Overall thesis: The cumulative weight of these anachronisms, the author contends, indicates the Gospel authors — especially Mark — lacked living memory of pre-70 Judean society, and that composition occurred significantly later than mainstream consensus allows, likely well into the second century.



Scholarly Responses to Allen’s 26 Anachronisms

What follows organizes the positions of critical scholars — those who support or push back against Allen’s specific claims — item by item. The blog post is a popular-level synthesis drawing on real scholarly arguments, so the responses engage those underlying arguments directly.


Overall Dating Framework

The foundational premise of Allen’s piece is that Mark (and the other Gospels) were composed well after 70 CE, possibly into the second century. On the broader dating question, critical scholars are widely agreed that the earliest Gospel was Mark, written around 70 CE; that Matthew and Luke were written some years later, around 80–85 CE; and that John was the last Gospel, written around 90–95 CE. This mainstream position neither fully supports Allen (who pushes toward the second century) nor refutes him wholesale. Bart Ehrman Blog

The most significant critical dissent from a late date comes from the British scholars J.A.T. Robinson, Maurice Casey, and James Crossley. Within British scholarship, J.A.T. Robinson, Maurice Casey, and James Crossley are the best-known critical scholars who have dated Mark prior to Paul. Crossley’s 2004 monograph The Date of Mark’s Gospel (T&T Clark) argues specifically that Mark’s Gospel was not written as late as c. 65–75 CE, but dates from sometime between the late 30s and early 40s CE, based on internal evidence concerning Torah observance.
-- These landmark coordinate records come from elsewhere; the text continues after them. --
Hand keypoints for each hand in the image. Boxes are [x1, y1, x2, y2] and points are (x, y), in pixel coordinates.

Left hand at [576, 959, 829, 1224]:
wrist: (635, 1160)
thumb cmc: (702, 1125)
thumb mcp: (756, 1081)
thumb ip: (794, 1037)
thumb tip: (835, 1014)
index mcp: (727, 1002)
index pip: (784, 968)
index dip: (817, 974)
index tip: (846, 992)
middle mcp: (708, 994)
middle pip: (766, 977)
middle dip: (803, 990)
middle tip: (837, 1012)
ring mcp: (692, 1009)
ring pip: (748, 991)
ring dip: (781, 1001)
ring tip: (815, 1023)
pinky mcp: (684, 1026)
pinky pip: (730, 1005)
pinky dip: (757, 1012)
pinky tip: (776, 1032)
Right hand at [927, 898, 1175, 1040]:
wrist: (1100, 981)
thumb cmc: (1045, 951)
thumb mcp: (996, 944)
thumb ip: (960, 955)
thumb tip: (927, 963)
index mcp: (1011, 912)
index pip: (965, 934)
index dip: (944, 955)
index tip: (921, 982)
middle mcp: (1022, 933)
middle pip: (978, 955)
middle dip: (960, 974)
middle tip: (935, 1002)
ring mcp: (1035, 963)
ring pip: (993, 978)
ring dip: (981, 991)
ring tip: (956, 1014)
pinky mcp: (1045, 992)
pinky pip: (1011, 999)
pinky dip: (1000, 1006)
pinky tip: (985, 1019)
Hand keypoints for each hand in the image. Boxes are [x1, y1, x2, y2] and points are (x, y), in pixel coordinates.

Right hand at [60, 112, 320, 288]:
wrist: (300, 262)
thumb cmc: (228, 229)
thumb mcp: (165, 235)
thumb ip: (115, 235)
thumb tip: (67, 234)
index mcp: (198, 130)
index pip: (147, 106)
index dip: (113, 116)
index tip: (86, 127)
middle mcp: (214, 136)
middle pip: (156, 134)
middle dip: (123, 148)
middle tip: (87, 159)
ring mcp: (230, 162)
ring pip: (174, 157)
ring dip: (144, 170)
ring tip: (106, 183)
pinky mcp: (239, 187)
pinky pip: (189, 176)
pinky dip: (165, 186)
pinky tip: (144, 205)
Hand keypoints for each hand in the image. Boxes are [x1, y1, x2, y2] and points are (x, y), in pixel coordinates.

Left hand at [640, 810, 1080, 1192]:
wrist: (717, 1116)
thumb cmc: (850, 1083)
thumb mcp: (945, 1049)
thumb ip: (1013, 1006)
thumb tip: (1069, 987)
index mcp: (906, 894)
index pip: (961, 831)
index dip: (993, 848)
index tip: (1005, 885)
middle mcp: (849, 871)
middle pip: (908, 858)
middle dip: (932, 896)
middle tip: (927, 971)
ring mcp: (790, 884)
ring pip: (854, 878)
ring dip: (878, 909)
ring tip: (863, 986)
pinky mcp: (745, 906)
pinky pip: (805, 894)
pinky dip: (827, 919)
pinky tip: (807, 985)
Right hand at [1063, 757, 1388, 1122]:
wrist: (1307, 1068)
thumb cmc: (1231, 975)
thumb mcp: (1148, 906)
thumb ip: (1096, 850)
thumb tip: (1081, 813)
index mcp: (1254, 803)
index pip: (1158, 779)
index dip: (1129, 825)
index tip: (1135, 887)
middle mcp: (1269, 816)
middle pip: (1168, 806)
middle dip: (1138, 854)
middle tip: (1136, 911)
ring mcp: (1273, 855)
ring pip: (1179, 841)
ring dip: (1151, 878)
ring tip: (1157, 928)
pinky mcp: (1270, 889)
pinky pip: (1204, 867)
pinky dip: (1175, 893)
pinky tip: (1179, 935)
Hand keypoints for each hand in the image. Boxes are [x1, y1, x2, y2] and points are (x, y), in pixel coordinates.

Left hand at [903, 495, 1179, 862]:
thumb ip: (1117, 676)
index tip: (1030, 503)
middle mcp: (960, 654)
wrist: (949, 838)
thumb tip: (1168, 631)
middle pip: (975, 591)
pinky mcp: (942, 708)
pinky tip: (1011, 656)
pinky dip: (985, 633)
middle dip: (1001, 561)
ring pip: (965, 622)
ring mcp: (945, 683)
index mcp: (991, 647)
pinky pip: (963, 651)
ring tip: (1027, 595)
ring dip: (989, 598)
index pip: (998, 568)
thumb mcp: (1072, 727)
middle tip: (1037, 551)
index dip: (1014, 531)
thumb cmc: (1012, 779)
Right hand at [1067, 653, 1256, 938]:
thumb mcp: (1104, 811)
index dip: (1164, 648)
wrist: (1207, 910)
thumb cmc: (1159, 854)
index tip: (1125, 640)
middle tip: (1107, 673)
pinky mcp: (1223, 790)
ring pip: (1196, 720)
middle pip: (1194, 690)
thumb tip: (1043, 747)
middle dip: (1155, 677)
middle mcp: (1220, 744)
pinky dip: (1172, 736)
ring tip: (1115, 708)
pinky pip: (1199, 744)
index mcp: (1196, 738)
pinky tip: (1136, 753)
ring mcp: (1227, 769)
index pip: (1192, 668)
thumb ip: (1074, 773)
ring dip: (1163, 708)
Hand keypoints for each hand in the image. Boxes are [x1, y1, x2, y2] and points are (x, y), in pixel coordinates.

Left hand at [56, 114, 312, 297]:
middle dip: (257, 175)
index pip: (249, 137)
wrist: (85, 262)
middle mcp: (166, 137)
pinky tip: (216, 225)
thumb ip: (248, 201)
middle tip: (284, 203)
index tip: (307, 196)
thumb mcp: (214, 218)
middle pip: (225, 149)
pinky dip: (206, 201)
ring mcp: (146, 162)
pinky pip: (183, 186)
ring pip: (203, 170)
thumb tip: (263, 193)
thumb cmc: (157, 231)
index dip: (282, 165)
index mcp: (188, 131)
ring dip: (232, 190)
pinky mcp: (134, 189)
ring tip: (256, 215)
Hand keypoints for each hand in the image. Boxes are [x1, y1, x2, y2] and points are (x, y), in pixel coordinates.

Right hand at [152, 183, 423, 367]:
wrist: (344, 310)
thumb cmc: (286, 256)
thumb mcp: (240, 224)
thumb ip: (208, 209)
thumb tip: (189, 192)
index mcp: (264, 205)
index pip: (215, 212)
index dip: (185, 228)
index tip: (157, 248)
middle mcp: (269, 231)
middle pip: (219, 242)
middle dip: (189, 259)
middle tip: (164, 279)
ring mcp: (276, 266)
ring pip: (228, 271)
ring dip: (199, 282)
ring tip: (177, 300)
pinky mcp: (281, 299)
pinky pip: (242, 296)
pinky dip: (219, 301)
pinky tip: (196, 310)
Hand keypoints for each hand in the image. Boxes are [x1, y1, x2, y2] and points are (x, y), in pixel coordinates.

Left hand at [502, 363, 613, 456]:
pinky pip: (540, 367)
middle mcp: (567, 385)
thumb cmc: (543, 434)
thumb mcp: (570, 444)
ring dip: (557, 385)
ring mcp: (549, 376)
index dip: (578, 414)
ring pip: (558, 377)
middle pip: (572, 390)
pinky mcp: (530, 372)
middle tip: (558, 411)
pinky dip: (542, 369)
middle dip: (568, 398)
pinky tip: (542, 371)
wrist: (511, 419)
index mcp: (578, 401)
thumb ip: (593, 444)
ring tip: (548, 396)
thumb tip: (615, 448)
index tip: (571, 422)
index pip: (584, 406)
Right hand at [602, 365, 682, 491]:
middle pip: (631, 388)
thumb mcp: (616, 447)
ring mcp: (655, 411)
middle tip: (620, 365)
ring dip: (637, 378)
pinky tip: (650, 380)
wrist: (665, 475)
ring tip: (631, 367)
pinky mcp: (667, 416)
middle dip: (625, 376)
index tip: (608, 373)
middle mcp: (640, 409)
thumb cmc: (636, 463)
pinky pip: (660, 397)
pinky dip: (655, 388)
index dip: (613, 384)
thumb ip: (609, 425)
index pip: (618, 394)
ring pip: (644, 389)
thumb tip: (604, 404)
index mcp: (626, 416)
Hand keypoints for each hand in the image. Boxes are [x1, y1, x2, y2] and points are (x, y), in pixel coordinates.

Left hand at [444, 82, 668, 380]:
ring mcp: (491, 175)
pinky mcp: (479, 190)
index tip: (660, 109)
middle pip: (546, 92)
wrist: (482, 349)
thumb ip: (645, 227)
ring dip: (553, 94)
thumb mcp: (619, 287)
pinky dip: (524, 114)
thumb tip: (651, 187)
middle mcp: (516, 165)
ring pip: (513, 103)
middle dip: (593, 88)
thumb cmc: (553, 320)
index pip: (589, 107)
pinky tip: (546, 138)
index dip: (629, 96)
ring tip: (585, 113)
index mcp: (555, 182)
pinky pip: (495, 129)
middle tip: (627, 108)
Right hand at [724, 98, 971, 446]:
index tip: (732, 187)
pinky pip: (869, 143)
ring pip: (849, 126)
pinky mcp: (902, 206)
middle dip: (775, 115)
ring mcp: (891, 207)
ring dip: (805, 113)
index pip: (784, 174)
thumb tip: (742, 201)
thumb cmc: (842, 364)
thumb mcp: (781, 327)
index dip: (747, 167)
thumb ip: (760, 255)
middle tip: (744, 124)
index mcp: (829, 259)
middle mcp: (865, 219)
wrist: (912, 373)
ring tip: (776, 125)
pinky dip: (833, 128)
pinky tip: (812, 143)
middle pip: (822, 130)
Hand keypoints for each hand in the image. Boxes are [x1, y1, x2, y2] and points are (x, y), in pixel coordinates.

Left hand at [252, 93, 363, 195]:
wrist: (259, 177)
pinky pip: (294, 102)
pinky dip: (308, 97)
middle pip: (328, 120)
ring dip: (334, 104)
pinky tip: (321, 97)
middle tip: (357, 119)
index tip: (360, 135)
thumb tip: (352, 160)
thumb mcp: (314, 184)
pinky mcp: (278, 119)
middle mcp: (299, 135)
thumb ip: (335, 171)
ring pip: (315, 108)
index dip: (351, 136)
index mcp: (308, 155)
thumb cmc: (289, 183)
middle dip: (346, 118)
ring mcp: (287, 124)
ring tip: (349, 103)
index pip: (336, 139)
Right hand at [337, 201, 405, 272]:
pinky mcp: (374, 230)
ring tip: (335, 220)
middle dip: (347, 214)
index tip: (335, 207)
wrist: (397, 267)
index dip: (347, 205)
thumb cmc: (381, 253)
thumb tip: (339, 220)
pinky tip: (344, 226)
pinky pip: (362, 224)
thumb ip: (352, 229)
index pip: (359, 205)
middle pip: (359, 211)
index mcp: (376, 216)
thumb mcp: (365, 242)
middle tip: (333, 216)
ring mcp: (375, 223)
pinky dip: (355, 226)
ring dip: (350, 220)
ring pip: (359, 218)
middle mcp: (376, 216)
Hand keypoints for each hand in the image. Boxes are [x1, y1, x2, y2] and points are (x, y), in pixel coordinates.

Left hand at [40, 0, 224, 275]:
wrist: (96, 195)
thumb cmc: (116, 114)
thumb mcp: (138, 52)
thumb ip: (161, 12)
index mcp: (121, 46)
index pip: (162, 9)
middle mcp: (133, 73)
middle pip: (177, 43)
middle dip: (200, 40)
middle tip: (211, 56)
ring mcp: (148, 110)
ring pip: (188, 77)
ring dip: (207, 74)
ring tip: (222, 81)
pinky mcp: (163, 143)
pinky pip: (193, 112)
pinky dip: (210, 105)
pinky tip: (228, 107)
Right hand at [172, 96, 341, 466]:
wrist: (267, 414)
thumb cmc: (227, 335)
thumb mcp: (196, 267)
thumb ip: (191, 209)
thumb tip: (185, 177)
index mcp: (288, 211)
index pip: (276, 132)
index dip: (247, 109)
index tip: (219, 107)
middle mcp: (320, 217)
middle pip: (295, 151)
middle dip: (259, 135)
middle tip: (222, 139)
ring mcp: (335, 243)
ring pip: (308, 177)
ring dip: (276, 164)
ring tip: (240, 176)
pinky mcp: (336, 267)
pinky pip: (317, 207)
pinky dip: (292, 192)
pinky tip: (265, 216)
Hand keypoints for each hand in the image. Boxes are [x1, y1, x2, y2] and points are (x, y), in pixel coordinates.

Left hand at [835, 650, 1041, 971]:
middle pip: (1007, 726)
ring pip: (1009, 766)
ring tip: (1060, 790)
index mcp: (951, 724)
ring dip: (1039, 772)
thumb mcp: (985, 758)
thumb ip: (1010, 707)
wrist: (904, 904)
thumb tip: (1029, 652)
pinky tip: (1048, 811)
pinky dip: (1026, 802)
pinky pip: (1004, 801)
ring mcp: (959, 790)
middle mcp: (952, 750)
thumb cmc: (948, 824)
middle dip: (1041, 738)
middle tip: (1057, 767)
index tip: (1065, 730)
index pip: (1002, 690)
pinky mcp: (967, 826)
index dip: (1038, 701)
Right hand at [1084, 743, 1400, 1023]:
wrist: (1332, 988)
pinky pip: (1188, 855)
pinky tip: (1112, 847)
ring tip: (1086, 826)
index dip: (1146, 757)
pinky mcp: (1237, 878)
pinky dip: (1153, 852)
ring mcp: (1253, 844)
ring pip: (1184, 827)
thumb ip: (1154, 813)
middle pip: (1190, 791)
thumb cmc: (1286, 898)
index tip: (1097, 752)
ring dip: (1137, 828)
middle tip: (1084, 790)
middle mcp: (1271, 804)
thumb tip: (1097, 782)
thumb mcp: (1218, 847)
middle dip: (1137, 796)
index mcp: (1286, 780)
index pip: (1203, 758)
Casey extended this, arguing Aramaic source material behind Mark pushed composition before 40 CE. These scholars represent the most rigorous critical (non-conservative) challenge to Allen’s late dating. Bart Ehrman BlogAmazon

On the other side, Richard Pervo (Dating Acts, Polebridge Press, 2006) is Allen’s most important scholarly ally on late dating. Pervo discovers that the author of Acts is familiar with the later writings of Josephus (c. 100 CE) and that the theological perspectives of Acts have much in common with elements found in the Pastoral Epistles and Polycarp (c. 125–130 CE), showing how a second-century date helps to interpret it. However, this position on Acts remains a minority view. As one commentator noted, even the liberal scholar W.G. Kümmel concluded that dependence of Acts on Josephus “has rightly been given up” (Introduction to the New Testament, 1966). Google Books


Item-by-Item Scholarly Positions

1. Pharisees in Galilee

Supports Allen: The historical argument here draws substantially from Morton Smith‘s work (referenced at Vridar.org), which surveys Josephus’s War and Vita to conclude the historical evidence for the non-prevalence of Pharisees in Galilee prior to 70 CE is strong and persuasive, noting the Yohanan ben Zakkai tradition and Josephus’s account that the only Pharisees he encountered there had been sent from Jerusalem to impress the locals. Burton Mack (Who Wrote the New Testament, HarperOne, 1995) takes the same view, as Allen notes. Vridar

Qualifies or pushes back: E.P. Sanders (Judaism: Practice and Belief, Fortress, 1992) argued that the Pharisees, while influential, were a relatively small party and did not “dictate policy” to other groups in pre-70 Judaism. Sanders argued that the evidence indicates the Pharisees did not dictate policy to any of these groups or individuals and stressed the importance of historical context for a proper understanding of first-century religion. Anthony Saldarini (Pharisees, Scribes and Sadducees in Palestinian Society, Eerdmans, 1988) — which Sanders himself called “the best single book on the Pharisees” — used a sociological approach that allows for Pharisaic presence across the region, though he acknowledged their concentration in Jerusalem. Some commentators note that some Pharisees may have lived in Galilee — plenty of scribes already did — and the Gospel passages might represent a small number who did reside there. WikipediaCreekside


2. The Title “Rabbi”

Supports Allen: Solomon Zeitlin published “The Title Rabbi in the Gospels Is Anachronistic” in Jewish Quarterly Review 59.2 (1968), pp. 158–160 (JSTOR), offering a foundational scholarly statement of this argument. Geza Vermes (Jesus the Jew, Fortress, 1973) confirmed that at the time of Jesus there were no titles in the technical rabbinic sense, noting that the great masters of Jesus’s era — Hillel, Shammai, Gamaliel — were called “elders” (presbyteroi), not “rabbis.” Hyam Maccoby (The Mythmaker, Harper & Row, 1986) makes the same point about the post-70 shift in terminology. Henkrijstenberg

Qualifies: Some scholars note that “rabbi” appears in first-century contexts as an honorific term of address meaning “my great one” without yet carrying its later technical titular weight. The debate is therefore partly about whether its Gospel usage is anachronistically formal or simply informal address. Hershel Shanks published a response to Zeitlin in the same JQR issue (53, 1962–63, pp. 337ff.) questioning whether the anachronism charge was fully warranted. The debate continues with no firm consensus on whether informal early usage suffices to explain the Gospel data.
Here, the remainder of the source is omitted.